# the first yiff video of the history



## Lambat (Sep 16, 2009)

which one do you thin that is the first video of yiff in the history?, any link?


----------



## Devious Bane (Sep 16, 2009)

I know one from the 1970s, some cat who's name I forgot.
It was a cartoon/movie that had 2 or 3 parts.


----------



## Dementiality (Sep 16, 2009)

What is that woman doing to that pig in the back room?

http://www.youtube.com/watch?v=3p-fhV5jgpA  don't worry, it's clean Unless you have a dirty imagination


----------



## Grimfang (Sep 17, 2009)

Moving this to the Den I guess, since it's not exactly a Site Discussion issue.



Dementiality said:


> What is that woman doing to that pig in the back room?
> 
> http://www.youtube.com/watch?v=3p-fhV5jgpA  don't worry, it's clean Unless you have a dirty imagination



wow.. that's really fucking creepy.


----------



## Modern Fe9 (Sep 17, 2009)

Devious Bane said:


> I know one from the 1970s, some cat who's name I forgot.
> It was a cartoon/movie that had 2 or 3 parts.

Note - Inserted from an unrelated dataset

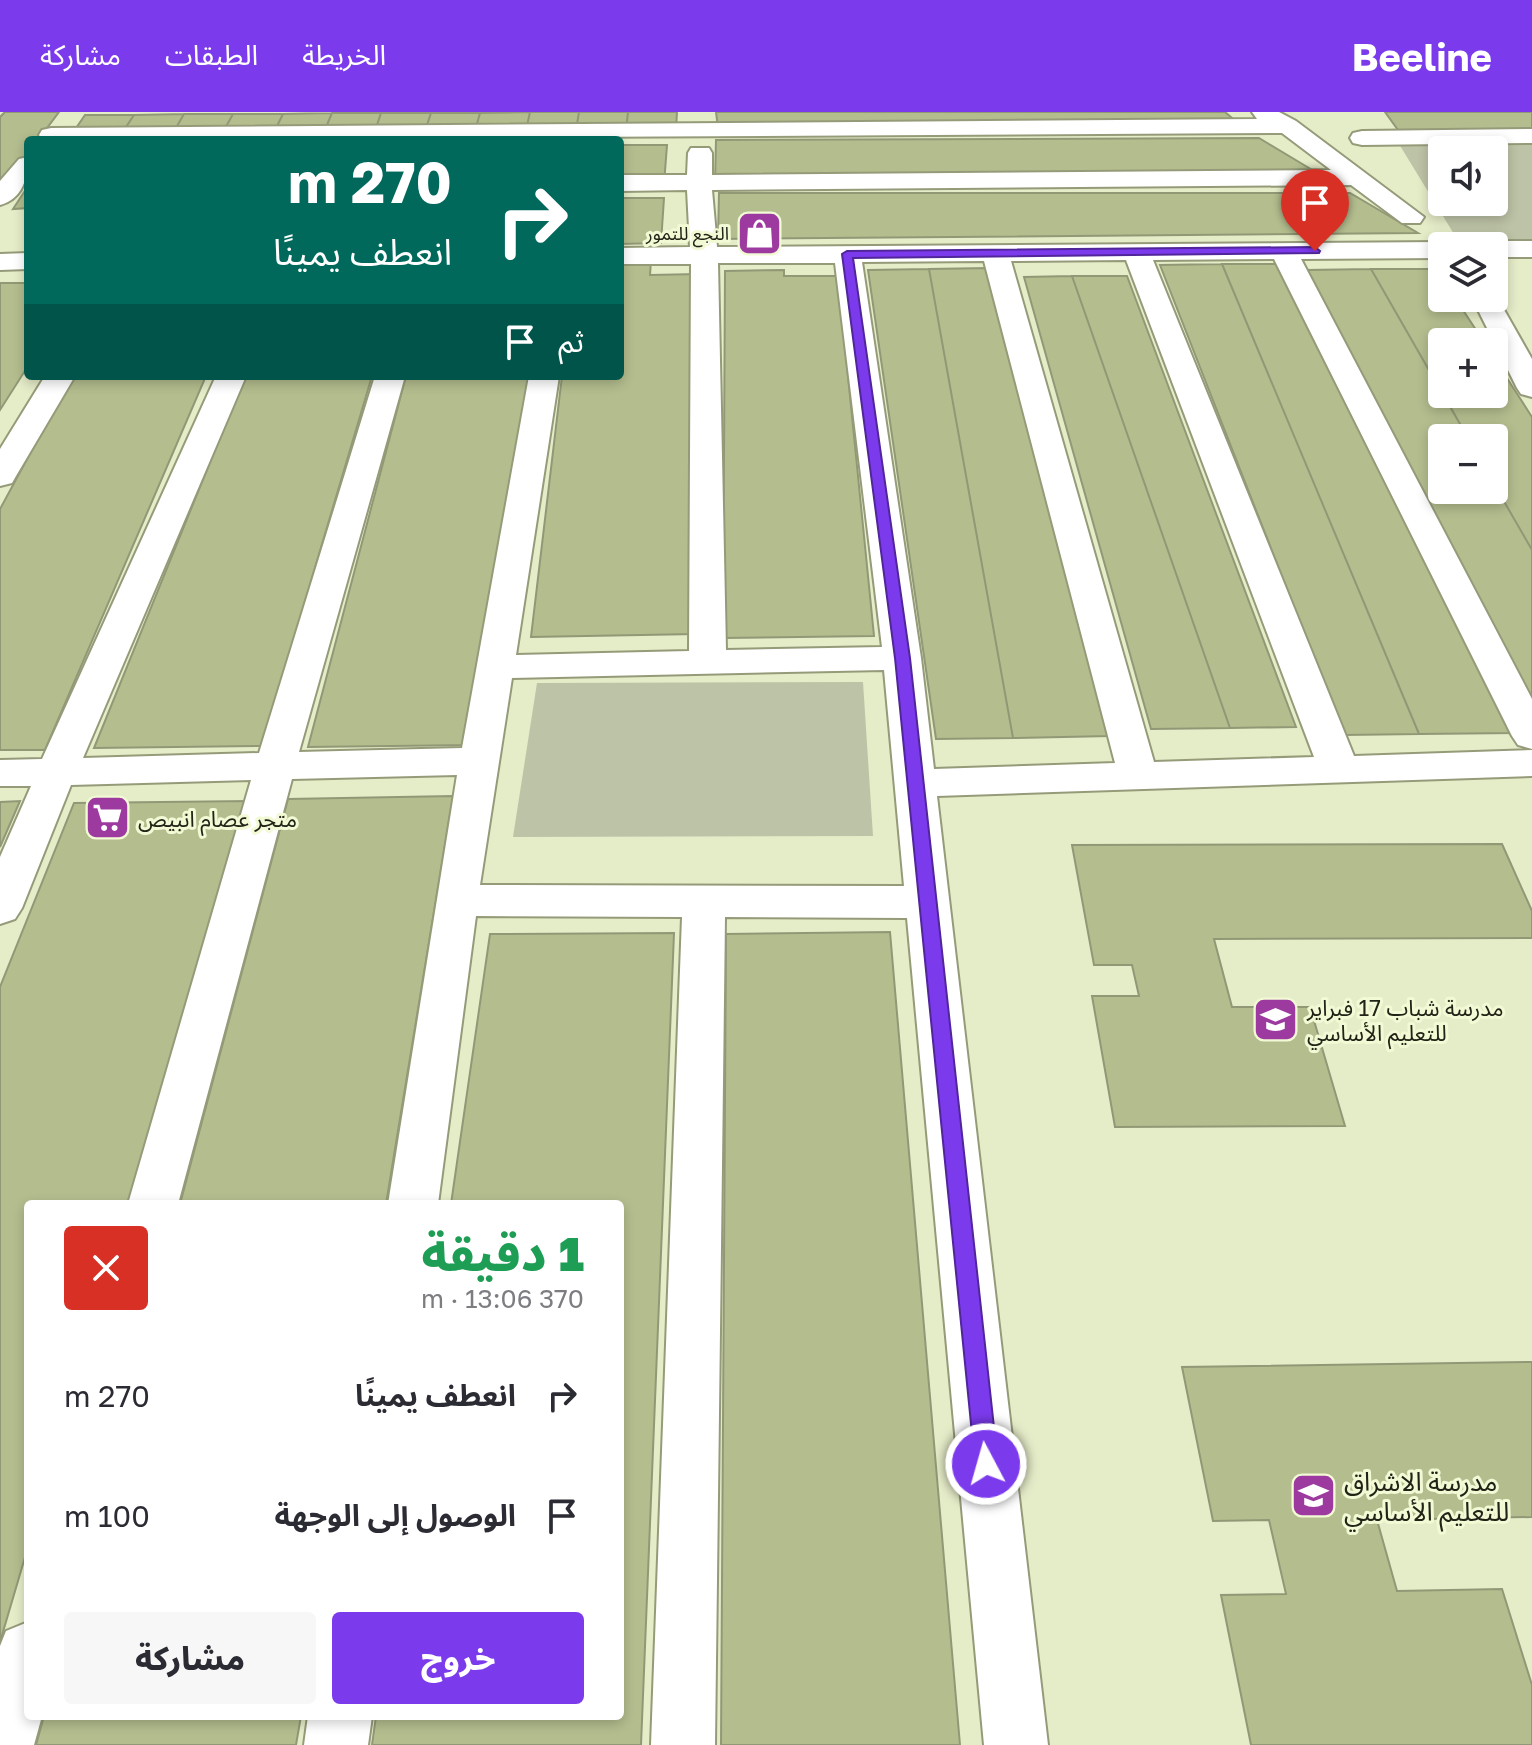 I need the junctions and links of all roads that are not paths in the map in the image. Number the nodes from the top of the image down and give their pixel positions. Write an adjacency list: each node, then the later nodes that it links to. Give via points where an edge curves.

you are referring to the movie *Baigi the Monster of Mighty Nature*


----------



## Stawks (Sep 17, 2009)

Modern Fe9 said:


> you are referring to the movie *Baigi the Monster of Mighty Nature*



Pretty sure he means *Fritz the Cat*, but anything's possible.

What about *The Shining?* That scene where some guy in a fursuit is doing _something_ to that guy in the hotel room... It's either fellatio or he lost a contact lens. Probably not the first, but the first in any mainstream movie.


----------



## FoxPhantom (Sep 17, 2009)

yes that is right, fritz the cat is a old but x rated movie ( which had trouble coming out). that in some way is the birth of yiff. ( as I think).


----------



## Randy-Darkshade (Sep 17, 2009)

Bagi didn't have any yiff, but fritz did, plus I believe bagi was 80's.


----------



## Tantroo_McNally (Sep 17, 2009)

@Fritz:
The 1970s... back when the furry was 'Wholesome'... uh huh... jump back baby....


----------



## Aurali (Sep 18, 2009)

heh.. I have no clue.. the oldest one I can find is the one by portia, but I'm sure there are older *redigs through her archive to make sure*


----------



## yiffytimesnews (Sep 18, 2009)

You can find The Nine Lives of Fritz the Cat the full version online, that is how I saw it. It is without a doubt one of the worst films I ever seen, and I have seen some real stinkers.


----------



## Zenox (Sep 18, 2009)

Eli said:


> heh.. I have no clue.. the oldest one I can find is the one by portia, but I'm sure there are older *redigs through her archive to make sure*



Offtopic: How big is your 'archive' ? :3

Never seen a yiff movie :O


----------



## Aurali (Sep 18, 2009)

Zenox said:


> Offtopic: How big is your 'archive' ? :3
> 
> Never seen a yiff movie :O



http://furryplay.com ~140 movies >.>


----------



## Randy-Darkshade (Sep 18, 2009)

Eli said:


> heh.. I have no clue.. the oldest one I can find is the one by portia, but I'm sure there are older *redigs through her archive to make sure*





Zenox said:


> Offtopic: How big is your 'archive' ? :3
> 
> Never seen a yiff movie :O



Fritz the cat was an animated movie back in the 70's that had quite a bit of sexual scenes in it.


----------



## Aurali (Sep 18, 2009)

RandyDarkshade said:


> Fritz the cat was an animated movie back in the 70's that had quite a bit of sexual scenes in it.



links.


----------



## Randy-Darkshade (Sep 18, 2009)

Eli said:


> links.



I DownLoaded it via a torrent, not sure if I still have it, it may be on one of my other drives somewhere.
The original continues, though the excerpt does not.